Dataset entries:
▼

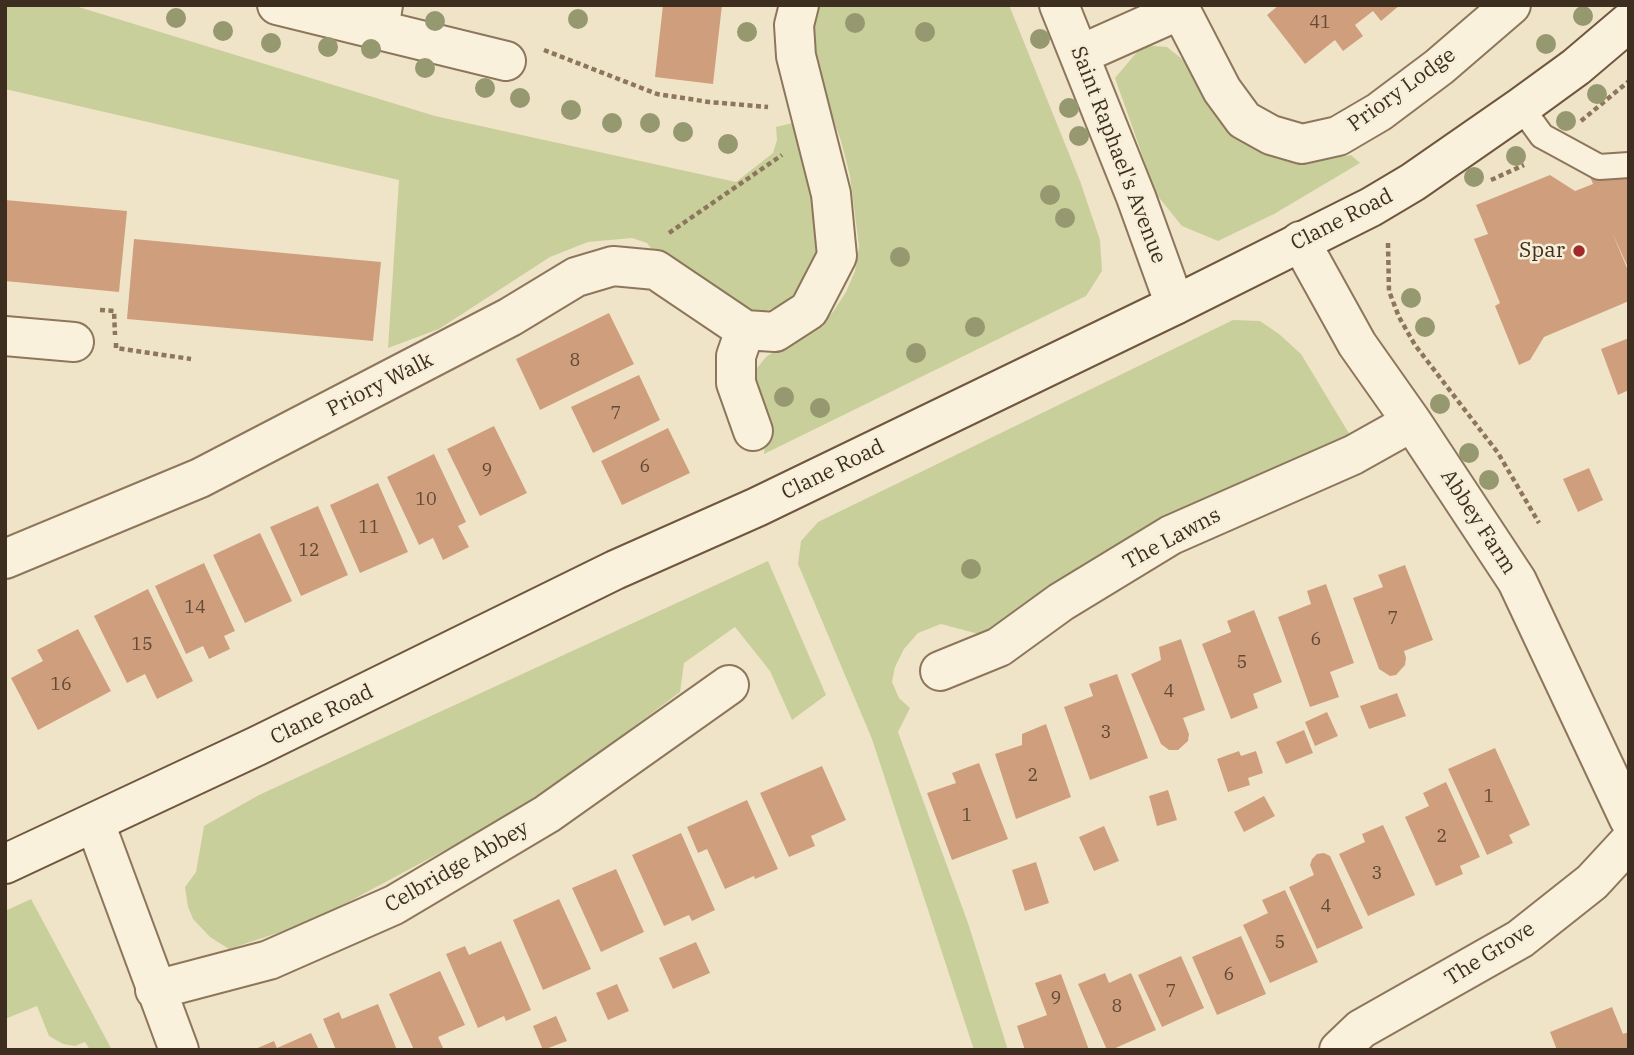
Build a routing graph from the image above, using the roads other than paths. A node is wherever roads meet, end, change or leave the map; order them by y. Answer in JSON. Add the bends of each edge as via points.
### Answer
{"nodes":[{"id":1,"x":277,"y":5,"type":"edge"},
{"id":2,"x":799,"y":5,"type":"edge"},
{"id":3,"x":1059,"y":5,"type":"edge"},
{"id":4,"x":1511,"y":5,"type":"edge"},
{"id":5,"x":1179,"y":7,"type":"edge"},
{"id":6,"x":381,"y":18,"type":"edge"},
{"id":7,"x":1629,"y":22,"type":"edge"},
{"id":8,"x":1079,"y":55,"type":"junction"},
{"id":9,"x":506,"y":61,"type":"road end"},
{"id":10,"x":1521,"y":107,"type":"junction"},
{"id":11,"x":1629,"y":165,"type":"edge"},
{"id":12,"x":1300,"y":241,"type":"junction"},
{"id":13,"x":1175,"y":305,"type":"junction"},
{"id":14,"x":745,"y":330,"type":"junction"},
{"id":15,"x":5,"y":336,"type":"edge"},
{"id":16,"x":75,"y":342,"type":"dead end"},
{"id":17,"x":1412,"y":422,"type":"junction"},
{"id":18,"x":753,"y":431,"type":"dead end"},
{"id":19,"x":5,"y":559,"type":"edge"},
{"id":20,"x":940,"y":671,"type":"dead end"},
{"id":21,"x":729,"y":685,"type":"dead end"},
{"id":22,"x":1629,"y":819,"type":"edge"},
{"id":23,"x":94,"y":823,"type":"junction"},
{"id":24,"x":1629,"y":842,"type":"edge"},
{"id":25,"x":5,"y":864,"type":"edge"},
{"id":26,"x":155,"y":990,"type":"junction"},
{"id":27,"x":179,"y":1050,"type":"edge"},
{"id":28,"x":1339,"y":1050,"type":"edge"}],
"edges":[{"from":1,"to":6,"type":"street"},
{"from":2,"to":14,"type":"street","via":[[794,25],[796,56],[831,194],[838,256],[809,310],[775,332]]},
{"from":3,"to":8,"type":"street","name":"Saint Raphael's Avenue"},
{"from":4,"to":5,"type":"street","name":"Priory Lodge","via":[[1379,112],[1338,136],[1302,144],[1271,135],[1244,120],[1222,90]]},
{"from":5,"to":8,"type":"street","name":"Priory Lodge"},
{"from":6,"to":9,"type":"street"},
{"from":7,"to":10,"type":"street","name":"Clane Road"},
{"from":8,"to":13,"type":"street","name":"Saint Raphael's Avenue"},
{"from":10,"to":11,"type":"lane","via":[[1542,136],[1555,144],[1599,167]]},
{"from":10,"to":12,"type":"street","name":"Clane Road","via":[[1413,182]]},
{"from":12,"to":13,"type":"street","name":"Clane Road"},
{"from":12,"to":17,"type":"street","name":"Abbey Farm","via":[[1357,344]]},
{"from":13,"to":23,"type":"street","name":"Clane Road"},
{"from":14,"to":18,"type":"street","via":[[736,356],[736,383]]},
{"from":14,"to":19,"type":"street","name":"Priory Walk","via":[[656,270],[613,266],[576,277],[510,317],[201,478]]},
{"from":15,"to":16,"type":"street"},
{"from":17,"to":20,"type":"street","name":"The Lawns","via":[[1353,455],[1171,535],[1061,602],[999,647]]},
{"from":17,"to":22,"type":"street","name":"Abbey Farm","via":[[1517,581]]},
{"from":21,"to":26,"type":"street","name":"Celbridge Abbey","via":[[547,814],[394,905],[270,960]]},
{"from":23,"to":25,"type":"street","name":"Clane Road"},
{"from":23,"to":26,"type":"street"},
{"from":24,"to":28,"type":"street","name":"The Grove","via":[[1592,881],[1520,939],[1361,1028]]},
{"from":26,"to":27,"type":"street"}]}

▲

→ **Task**
Set down every entry above again exactly, dropping each picture.

→ **Completed exercise**
Build a routing graph from the image above, using the roads other than paths. A node is wherever roads meet, end, change or leave the map; order them by y. Answer in JSON. Add the bends of each edge as via points.
### Answer
{"nodes":[{"id":1,"x":277,"y":5,"type":"edge"},
{"id":2,"x":799,"y":5,"type":"edge"},
{"id":3,"x":1059,"y":5,"type":"edge"},
{"id":4,"x":1511,"y":5,"type":"edge"},
{"id":5,"x":1179,"y":7,"type":"edge"},
{"id":6,"x":381,"y":18,"type":"edge"},
{"id":7,"x":1629,"y":22,"type":"edge"},
{"id":8,"x":1079,"y":55,"type":"junction"},
{"id":9,"x":506,"y":61,"type":"road end"},
{"id":10,"x":1521,"y":107,"type":"junction"},
{"id":11,"x":1629,"y":165,"type":"edge"},
{"id":12,"x":1300,"y":241,"type":"junction"},
{"id":13,"x":1175,"y":305,"type":"junction"},
{"id":14,"x":745,"y":330,"type":"junction"},
{"id":15,"x":5,"y":336,"type":"edge"},
{"id":16,"x":75,"y":342,"type":"dead end"},
{"id":17,"x":1412,"y":422,"type":"junction"},
{"id":18,"x":753,"y":431,"type":"dead end"},
{"id":19,"x":5,"y":559,"type":"edge"},
{"id":20,"x":940,"y":671,"type":"dead end"},
{"id":21,"x":729,"y":685,"type":"dead end"},
{"id":22,"x":1629,"y":819,"type":"edge"},
{"id":23,"x":94,"y":823,"type":"junction"},
{"id":24,"x":1629,"y":842,"type":"edge"},
{"id":25,"x":5,"y":864,"type":"edge"},
{"id":26,"x":155,"y":990,"type":"junction"},
{"id":27,"x":179,"y":1050,"type":"edge"},
{"id":28,"x":1339,"y":1050,"type":"edge"}],
"edges":[{"from":1,"to":6,"type":"street"},
{"from":2,"to":14,"type":"street","via":[[794,25],[796,56],[831,194],[838,256],[809,310],[775,332]]},
{"from":3,"to":8,"type":"street","name":"Saint Raphael's Avenue"},
{"from":4,"to":5,"type":"street","name":"Priory Lodge","via":[[1379,112],[1338,136],[1302,144],[1271,135],[1244,120],[1222,90]]},
{"from":5,"to":8,"type":"street","name":"Priory Lodge"},
{"from":6,"to":9,"type":"street"},
{"from":7,"to":10,"type":"street","name":"Clane Road"},
{"from":8,"to":13,"type":"street","name":"Saint Raphael's Avenue"},
{"from":10,"to":11,"type":"lane","via":[[1542,136],[1555,144],[1599,167]]},
{"from":10,"to":12,"type":"street","name":"Clane Road","via":[[1413,182]]},
{"from":12,"to":13,"type":"street","name":"Clane Road"},
{"from":12,"to":17,"type":"street","name":"Abbey Farm","via":[[1357,344]]},
{"from":13,"to":23,"type":"street","name":"Clane Road"},
{"from":14,"to":18,"type":"street","via":[[736,356],[736,383]]},
{"from":14,"to":19,"type":"street","name":"Priory Walk","via":[[656,270],[613,266],[576,277],[510,317],[201,478]]},
{"from":15,"to":16,"type":"street"},
{"from":17,"to":20,"type":"street","name":"The Lawns","via":[[1353,455],[1171,535],[1061,602],[999,647]]},
{"from":17,"to":22,"type":"street","name":"Abbey Farm","via":[[1517,581]]},
{"from":21,"to":26,"type":"street","name":"Celbridge Abbey","via":[[547,814],[394,905],[270,960]]},
{"from":23,"to":25,"type":"street","name":"Clane Road"},
{"from":23,"to":26,"type":"street"},
{"from":24,"to":28,"type":"street","name":"The Grove","via":[[1592,881],[1520,939],[1361,1028]]},
{"from":26,"to":27,"type":"street"}]}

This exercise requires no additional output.